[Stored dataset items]
○ ○ ○

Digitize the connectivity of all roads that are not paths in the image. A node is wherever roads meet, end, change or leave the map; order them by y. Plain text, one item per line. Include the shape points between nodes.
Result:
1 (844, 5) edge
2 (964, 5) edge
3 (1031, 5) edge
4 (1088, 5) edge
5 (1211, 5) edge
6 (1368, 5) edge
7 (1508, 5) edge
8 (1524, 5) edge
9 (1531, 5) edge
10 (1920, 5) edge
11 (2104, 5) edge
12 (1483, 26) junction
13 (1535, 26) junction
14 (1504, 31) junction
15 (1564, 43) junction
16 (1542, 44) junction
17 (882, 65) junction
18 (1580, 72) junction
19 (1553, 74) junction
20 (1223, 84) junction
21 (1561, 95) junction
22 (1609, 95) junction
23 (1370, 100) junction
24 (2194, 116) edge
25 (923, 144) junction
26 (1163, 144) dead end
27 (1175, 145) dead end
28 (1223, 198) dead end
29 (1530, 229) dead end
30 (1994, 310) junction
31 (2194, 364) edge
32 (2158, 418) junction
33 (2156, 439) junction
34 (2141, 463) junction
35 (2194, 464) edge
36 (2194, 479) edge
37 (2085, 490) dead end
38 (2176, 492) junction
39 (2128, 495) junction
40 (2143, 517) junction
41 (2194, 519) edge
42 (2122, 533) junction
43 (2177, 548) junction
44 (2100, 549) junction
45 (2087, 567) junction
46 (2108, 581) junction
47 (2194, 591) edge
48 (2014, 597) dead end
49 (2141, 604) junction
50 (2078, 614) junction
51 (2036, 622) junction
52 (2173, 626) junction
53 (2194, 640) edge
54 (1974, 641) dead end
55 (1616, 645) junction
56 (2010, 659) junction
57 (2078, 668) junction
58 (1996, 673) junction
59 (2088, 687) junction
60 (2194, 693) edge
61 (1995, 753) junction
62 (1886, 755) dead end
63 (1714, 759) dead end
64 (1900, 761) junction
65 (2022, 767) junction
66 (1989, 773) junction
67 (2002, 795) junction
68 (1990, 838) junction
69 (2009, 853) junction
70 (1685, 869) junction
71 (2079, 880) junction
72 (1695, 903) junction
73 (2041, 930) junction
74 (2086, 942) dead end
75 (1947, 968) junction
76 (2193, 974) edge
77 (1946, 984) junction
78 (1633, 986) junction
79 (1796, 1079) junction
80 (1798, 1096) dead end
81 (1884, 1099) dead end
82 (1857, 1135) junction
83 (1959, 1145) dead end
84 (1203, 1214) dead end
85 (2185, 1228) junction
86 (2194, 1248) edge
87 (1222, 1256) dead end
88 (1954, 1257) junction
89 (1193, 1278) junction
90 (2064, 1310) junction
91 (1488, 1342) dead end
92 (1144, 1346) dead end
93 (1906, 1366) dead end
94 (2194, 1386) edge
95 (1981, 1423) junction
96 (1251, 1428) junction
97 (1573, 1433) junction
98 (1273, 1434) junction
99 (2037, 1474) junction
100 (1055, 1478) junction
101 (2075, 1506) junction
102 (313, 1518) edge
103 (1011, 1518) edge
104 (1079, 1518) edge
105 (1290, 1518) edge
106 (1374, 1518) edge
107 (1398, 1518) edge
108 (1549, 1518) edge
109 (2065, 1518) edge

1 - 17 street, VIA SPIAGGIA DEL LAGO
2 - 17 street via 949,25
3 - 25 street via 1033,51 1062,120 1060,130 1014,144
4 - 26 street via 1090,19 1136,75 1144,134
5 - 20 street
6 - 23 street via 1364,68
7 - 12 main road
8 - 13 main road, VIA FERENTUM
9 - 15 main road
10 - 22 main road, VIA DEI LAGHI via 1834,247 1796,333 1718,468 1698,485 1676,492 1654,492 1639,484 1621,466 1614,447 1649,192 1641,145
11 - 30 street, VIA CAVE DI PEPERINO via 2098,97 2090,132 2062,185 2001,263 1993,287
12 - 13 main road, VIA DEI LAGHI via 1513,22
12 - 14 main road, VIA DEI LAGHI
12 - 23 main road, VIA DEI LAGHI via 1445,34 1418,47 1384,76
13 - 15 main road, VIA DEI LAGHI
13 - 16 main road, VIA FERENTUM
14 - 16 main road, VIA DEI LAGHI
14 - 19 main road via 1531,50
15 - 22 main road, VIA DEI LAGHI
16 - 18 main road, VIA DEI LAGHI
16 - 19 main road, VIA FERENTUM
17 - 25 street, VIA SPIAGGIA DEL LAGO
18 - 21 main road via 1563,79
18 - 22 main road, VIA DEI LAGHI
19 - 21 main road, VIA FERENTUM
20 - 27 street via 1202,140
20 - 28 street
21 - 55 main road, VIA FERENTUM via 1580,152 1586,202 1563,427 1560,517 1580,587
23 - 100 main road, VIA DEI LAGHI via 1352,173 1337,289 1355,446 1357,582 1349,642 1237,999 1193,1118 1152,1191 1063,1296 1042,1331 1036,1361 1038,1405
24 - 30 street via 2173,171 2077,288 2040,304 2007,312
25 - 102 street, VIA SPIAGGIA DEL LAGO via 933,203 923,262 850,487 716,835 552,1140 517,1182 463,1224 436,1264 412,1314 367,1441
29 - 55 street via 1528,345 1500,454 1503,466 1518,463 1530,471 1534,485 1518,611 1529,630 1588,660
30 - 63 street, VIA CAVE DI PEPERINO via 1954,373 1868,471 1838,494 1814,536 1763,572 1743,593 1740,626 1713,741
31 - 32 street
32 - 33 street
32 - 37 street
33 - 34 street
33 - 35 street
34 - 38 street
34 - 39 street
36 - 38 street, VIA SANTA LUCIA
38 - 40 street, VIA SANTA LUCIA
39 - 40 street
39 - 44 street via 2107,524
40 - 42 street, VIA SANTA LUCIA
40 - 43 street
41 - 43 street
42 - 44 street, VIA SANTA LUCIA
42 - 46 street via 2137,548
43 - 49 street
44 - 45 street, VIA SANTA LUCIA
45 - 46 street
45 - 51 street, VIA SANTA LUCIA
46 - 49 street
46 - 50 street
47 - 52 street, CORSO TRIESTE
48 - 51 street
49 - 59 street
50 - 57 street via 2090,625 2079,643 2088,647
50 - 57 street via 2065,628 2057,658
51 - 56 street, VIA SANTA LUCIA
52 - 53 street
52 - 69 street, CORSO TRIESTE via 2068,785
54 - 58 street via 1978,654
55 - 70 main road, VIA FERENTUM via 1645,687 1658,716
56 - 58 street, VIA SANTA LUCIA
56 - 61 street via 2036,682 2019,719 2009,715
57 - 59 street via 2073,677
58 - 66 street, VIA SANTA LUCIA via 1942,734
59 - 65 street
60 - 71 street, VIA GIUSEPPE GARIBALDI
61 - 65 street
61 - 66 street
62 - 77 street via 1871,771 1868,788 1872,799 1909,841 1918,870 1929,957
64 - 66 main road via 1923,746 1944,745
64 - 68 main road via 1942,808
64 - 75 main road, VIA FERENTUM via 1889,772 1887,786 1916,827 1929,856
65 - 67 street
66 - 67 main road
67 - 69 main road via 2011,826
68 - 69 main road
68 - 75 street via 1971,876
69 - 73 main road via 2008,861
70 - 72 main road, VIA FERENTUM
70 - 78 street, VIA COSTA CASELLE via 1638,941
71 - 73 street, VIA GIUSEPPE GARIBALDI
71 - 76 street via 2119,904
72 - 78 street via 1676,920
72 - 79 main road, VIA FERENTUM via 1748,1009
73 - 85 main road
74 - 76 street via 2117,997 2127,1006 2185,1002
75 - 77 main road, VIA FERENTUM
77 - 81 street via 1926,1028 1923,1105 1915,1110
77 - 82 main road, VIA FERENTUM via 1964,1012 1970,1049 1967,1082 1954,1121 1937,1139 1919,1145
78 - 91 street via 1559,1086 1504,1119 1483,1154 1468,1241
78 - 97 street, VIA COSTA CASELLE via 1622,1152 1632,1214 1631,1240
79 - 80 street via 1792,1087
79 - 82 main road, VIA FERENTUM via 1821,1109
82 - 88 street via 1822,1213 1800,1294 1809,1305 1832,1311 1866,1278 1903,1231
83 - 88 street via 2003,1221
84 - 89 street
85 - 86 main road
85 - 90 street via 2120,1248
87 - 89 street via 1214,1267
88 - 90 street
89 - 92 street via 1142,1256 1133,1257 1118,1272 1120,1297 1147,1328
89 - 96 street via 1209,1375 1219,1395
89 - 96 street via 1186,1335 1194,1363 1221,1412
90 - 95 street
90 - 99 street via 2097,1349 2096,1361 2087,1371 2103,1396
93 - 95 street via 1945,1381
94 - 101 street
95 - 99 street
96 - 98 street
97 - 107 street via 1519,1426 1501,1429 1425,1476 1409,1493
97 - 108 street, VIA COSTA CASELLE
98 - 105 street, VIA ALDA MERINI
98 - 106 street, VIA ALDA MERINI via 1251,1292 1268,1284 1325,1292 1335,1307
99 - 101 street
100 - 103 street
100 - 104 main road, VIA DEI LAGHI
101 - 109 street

○ ○ ○

Exercise objective. Work through the entries, filtering for the string "LAGO", and copy each line that holds it.

Task solution.
1 - 17 street, VIA SPIAGGIA DEL LAGO
17 - 25 street, VIA SPIAGGIA DEL LAGO
25 - 102 street, VIA SPIAGGIA DEL LAGO via 933,203 923,262 850,487 716,835 552,1140 517,1182 463,1224 436,1264 412,1314 367,1441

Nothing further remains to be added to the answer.